TASK REQUIREMENTS:
Retype every record below exactly as it is written.

SUPPLIED RECORDS:
BEGIN
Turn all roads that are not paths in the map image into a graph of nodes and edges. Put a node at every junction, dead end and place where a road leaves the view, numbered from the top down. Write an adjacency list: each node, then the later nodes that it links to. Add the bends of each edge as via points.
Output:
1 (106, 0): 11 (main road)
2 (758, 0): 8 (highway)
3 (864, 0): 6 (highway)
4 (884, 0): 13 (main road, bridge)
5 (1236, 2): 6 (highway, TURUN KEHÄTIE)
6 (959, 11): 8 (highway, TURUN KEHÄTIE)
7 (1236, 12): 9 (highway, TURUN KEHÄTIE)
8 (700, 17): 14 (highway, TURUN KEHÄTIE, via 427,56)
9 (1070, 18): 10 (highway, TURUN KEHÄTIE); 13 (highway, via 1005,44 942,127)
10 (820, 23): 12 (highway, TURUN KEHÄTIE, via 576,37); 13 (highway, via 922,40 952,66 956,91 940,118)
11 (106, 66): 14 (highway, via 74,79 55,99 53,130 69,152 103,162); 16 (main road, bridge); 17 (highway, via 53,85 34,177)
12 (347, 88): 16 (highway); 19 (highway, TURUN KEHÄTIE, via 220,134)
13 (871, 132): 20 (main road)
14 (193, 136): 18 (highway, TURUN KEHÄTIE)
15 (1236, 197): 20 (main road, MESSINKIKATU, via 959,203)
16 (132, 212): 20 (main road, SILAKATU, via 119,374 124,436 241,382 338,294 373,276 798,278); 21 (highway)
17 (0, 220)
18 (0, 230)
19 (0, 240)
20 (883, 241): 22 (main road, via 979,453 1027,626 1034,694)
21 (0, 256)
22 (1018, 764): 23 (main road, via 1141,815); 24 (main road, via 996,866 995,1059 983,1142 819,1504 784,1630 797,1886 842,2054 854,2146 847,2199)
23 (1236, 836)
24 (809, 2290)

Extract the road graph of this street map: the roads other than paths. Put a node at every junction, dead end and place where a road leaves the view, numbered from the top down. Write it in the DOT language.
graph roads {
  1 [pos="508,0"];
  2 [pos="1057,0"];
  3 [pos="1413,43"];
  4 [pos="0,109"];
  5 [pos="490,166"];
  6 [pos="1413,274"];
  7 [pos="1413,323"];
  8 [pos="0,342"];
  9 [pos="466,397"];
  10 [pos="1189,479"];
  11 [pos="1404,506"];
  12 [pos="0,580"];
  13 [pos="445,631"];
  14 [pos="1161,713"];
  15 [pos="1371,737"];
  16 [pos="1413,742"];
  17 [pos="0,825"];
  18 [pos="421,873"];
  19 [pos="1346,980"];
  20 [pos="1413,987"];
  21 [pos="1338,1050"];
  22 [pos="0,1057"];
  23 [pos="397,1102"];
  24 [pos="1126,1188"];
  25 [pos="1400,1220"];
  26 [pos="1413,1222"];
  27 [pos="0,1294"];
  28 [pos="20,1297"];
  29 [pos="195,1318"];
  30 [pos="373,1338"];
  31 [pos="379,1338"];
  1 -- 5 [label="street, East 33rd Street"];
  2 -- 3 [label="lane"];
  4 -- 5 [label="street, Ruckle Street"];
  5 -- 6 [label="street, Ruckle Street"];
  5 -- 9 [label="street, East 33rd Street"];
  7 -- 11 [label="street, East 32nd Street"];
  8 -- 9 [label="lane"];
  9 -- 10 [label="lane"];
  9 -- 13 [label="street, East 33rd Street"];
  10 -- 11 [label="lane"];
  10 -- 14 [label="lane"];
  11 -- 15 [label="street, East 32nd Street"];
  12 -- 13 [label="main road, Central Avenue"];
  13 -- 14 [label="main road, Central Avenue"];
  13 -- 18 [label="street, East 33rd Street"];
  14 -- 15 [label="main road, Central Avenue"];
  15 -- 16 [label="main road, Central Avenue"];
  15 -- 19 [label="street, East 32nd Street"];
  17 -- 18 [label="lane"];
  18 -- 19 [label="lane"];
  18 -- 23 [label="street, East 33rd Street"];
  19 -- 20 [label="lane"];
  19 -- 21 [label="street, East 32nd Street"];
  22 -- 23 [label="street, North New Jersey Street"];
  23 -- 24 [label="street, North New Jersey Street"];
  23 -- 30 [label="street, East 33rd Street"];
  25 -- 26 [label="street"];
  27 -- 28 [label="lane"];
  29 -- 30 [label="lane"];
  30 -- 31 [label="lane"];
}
END
EXERCISE ANSWER:
Turn all roads that are not paths in the map image into a graph of nodes and edges. Put a node at every junction, dead end and place where a road leaves the view, numbered from the top down. Write an adjacency list: each node, then the later nodes that it links to. Add the bends of each edge as via points.
Output:
1 (106, 0): 11 (main road)
2 (758, 0): 8 (highway)
3 (864, 0): 6 (highway)
4 (884, 0): 13 (main road, bridge)
5 (1236, 2): 6 (highway, TURUN KEHÄTIE)
6 (959, 11): 8 (highway, TURUN KEHÄTIE)
7 (1236, 12): 9 (highway, TURUN KEHÄTIE)
8 (700, 17): 14 (highway, TURUN KEHÄTIE, via 427,56)
9 (1070, 18): 10 (highway, TURUN KEHÄTIE); 13 (highway, via 1005,44 942,127)
10 (820, 23): 12 (highway, TURUN KEHÄTIE, via 576,37); 13 (highway, via 922,40 952,66 956,91 940,118)
11 (106, 66): 14 (highway, via 74,79 55,99 53,130 69,152 103,162); 16 (main road, bridge); 17 (highway, via 53,85 34,177)
12 (347, 88): 16 (highway); 19 (highway, TURUN KEHÄTIE, via 220,134)
13 (871, 132): 20 (main road)
14 (193, 136): 18 (highway, TURUN KEHÄTIE)
15 (1236, 197): 20 (main road, MESSINKIKATU, via 959,203)
16 (132, 212): 20 (main road, SILAKATU, via 119,374 124,436 241,382 338,294 373,276 798,278); 21 (highway)
17 (0, 220)
18 (0, 230)
19 (0, 240)
20 (883, 241): 22 (main road, via 979,453 1027,626 1034,694)
21 (0, 256)
22 (1018, 764): 23 (main road, via 1141,815); 24 (main road, via 996,866 995,1059 983,1142 819,1504 784,1630 797,1886 842,2054 854,2146 847,2199)
23 (1236, 836)
24 (809, 2290)

Extract the road graph of this street map: the roads other than paths. Put a node at every junction, dead end and place where a road leaves the view, numbered from the top down. Write it in the DOT language.
graph roads {
  1 [pos="508,0"];
  2 [pos="1057,0"];
  3 [pos="1413,43"];
  4 [pos="0,109"];
  5 [pos="490,166"];
  6 [pos="1413,274"];
  7 [pos="1413,323"];
  8 [pos="0,342"];
  9 [pos="466,397"];
  10 [pos="1189,479"];
  11 [pos="1404,506"];
  12 [pos="0,580"];
  13 [pos="445,631"];
  14 [pos="1161,713"];
  15 [pos="1371,737"];
  16 [pos="1413,742"];
  17 [pos="0,825"];
  18 [pos="421,873"];
  19 [pos="1346,980"];
  20 [pos="1413,987"];
  21 [pos="1338,1050"];
  22 [pos="0,1057"];
  23 [pos="397,1102"];
  24 [pos="1126,1188"];
  25 [pos="1400,1220"];
  26 [pos="1413,1222"];
  27 [pos="0,1294"];
  28 [pos="20,1297"];
  29 [pos="195,1318"];
  30 [pos="373,1338"];
  31 [pos="379,1338"];
  1 -- 5 [label="street, East 33rd Street"];
  2 -- 3 [label="lane"];
  4 -- 5 [label="street, Ruckle Street"];
  5 -- 6 [label="street, Ruckle Street"];
  5 -- 9 [label="street, East 33rd Street"];
  7 -- 11 [label="street, East 32nd Street"];
  8 -- 9 [label="lane"];
  9 -- 10 [label="lane"];
  9 -- 13 [label="street, East 33rd Street"];
  10 -- 11 [label="lane"];
  10 -- 14 [label="lane"];
  11 -- 15 [label="street, East 32nd Street"];
  12 -- 13 [label="main road, Central Avenue"];
  13 -- 14 [label="main road, Central Avenue"];
  13 -- 18 [label="street, East 33rd Street"];
  14 -- 15 [label="main road, Central Avenue"];
  15 -- 16 [label="main road, Central Avenue"];
  15 -- 19 [label="street, East 32nd Street"];
  17 -- 18 [label="lane"];
  18 -- 19 [label="lane"];
  18 -- 23 [label="street, East 33rd Street"];
  19 -- 20 [label="lane"];
  19 -- 21 [label="street, East 32nd Street"];
  22 -- 23 [label="street, North New Jersey Street"];
  23 -- 24 [label="street, North New Jersey Street"];
  23 -- 30 [label="street, East 33rd Street"];
  25 -- 26 [label="street"];
  27 -- 28 [label="lane"];
  29 -- 30 [label="lane"];
  30 -- 31 [label="lane"];
}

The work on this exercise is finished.